__WHAT IS EXPECTED__
Scan the entries that follow and give only the number of lines containing "bridge".

__Items from a dataset__
□ □ □ □
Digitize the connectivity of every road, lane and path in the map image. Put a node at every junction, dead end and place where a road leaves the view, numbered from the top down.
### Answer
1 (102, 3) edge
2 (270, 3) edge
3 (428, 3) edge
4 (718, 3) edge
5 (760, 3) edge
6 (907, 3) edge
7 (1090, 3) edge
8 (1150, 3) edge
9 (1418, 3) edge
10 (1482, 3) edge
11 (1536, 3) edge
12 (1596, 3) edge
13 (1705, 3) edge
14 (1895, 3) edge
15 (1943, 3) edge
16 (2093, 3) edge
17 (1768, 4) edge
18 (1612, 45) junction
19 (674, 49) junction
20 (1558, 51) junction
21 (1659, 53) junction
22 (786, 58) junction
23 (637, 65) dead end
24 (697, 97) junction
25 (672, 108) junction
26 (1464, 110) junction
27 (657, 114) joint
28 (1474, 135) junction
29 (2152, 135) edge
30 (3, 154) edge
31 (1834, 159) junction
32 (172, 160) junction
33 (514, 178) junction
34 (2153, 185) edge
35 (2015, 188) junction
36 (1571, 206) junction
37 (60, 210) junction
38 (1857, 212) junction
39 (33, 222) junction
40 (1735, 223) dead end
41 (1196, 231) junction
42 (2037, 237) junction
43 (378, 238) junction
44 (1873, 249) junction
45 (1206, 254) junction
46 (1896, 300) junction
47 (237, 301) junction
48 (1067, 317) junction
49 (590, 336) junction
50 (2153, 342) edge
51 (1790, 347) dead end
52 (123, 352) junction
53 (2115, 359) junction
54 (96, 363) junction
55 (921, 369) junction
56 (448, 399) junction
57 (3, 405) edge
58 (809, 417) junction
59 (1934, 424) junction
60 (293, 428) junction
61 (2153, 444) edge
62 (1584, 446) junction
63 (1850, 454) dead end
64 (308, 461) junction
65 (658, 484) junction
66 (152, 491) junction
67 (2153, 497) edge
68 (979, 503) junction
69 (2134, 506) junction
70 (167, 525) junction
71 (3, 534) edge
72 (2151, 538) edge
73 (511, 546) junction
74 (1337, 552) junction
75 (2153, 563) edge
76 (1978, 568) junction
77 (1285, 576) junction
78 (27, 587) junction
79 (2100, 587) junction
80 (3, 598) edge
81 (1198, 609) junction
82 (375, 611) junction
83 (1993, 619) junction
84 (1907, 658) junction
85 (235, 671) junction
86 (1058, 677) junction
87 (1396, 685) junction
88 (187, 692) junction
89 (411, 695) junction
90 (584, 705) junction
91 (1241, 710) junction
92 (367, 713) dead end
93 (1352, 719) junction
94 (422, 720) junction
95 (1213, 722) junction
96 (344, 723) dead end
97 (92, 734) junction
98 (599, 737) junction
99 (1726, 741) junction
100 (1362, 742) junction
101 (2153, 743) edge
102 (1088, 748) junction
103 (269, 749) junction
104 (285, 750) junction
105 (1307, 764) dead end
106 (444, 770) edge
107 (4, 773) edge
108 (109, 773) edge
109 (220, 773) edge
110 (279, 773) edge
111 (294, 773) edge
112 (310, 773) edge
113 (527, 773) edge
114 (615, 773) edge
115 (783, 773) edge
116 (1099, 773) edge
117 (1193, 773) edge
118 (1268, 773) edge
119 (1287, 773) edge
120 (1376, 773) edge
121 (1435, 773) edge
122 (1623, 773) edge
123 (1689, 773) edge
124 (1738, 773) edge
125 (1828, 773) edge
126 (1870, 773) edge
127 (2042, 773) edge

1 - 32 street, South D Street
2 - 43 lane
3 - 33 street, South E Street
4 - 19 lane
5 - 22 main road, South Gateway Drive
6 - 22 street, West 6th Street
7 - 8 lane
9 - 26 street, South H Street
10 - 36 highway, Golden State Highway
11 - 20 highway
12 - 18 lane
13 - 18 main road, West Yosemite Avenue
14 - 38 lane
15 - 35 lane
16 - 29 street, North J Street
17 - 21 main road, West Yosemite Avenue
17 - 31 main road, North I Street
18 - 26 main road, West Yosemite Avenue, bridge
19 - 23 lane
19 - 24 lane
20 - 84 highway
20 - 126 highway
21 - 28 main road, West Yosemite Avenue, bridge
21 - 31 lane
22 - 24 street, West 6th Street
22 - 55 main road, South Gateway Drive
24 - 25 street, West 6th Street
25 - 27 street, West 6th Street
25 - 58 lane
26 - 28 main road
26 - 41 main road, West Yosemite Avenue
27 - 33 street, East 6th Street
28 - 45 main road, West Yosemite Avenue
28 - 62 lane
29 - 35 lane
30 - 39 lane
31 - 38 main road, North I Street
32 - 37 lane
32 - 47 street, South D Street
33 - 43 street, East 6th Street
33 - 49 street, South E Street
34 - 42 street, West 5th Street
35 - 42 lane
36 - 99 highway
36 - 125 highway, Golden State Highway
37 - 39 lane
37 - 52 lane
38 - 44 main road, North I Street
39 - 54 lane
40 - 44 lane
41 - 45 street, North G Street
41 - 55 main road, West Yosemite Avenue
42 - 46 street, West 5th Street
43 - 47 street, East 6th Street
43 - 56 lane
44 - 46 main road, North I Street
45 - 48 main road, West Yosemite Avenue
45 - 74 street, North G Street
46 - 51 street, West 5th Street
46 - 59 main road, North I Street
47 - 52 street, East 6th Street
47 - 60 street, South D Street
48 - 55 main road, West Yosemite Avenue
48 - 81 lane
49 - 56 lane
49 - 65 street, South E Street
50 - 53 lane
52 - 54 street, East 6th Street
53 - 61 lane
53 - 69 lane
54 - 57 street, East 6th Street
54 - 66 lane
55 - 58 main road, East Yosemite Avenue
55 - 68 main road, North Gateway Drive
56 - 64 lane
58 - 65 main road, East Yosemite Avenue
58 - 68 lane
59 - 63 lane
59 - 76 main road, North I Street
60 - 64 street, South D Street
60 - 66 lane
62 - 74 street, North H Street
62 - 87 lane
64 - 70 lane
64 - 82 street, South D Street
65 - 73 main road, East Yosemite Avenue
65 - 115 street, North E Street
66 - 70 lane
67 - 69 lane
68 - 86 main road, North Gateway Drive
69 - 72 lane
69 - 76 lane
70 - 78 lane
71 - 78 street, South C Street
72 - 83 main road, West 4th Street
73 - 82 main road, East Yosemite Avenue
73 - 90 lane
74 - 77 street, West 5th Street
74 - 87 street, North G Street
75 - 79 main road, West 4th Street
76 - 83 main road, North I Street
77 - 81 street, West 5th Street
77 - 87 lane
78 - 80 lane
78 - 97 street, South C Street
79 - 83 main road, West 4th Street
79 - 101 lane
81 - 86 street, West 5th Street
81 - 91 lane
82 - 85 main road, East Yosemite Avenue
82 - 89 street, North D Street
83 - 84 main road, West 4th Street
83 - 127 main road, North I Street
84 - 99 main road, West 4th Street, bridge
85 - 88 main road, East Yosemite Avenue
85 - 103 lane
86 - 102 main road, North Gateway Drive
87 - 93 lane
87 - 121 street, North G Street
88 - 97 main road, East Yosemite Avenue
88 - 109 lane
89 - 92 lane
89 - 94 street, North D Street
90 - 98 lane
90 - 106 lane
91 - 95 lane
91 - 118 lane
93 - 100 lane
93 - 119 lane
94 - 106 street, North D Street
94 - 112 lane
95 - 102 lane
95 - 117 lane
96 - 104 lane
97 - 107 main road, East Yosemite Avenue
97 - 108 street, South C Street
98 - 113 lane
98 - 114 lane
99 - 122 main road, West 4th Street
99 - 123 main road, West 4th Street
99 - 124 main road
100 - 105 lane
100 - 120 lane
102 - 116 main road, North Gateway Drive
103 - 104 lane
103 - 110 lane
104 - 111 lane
□ □ □ □
__EXPECTED ANSWER__
3